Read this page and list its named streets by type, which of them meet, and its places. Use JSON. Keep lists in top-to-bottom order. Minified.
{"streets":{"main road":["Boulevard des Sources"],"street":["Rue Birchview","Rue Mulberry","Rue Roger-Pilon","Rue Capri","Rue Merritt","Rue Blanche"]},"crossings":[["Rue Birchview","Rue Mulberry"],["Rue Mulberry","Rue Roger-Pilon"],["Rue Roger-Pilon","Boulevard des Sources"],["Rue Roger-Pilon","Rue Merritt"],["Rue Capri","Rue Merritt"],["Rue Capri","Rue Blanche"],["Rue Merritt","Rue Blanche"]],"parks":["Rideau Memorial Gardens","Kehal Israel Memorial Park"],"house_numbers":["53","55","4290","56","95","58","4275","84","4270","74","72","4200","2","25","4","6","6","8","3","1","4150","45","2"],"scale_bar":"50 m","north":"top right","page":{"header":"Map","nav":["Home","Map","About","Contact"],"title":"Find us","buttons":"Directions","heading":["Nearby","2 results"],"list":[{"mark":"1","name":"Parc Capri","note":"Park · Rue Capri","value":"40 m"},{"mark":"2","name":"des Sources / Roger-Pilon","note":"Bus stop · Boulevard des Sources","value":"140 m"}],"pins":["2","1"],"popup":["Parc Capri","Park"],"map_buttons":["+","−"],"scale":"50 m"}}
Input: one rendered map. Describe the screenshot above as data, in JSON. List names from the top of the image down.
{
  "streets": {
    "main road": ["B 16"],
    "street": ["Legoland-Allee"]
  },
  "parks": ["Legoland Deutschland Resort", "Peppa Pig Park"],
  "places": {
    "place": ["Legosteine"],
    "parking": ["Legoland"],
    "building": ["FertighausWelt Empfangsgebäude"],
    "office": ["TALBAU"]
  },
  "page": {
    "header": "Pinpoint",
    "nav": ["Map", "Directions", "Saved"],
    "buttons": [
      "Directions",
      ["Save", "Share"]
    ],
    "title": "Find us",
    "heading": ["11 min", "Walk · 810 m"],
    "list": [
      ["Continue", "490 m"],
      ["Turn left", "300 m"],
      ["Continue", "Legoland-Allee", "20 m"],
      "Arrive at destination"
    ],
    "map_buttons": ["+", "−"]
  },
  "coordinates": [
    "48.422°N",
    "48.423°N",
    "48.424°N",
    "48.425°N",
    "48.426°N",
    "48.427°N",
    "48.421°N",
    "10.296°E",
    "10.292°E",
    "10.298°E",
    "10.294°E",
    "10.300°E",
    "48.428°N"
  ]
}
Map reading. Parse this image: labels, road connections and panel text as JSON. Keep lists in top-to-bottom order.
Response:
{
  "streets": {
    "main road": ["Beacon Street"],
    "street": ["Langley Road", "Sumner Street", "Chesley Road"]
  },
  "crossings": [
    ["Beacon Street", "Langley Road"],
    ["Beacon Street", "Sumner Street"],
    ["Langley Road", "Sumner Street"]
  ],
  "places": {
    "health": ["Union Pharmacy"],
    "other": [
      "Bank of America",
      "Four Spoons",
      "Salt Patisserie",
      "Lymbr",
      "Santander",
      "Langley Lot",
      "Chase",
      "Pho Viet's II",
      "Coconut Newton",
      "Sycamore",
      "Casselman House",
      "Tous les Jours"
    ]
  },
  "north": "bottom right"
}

════════════════════

§ **Work instruction**: What lines of the data include the word "Continue"? Copy each of them.

§ **Written solution**:
      ["Continue", "490 m"],
      ["Continue", "Legoland-Allee", "20 m"],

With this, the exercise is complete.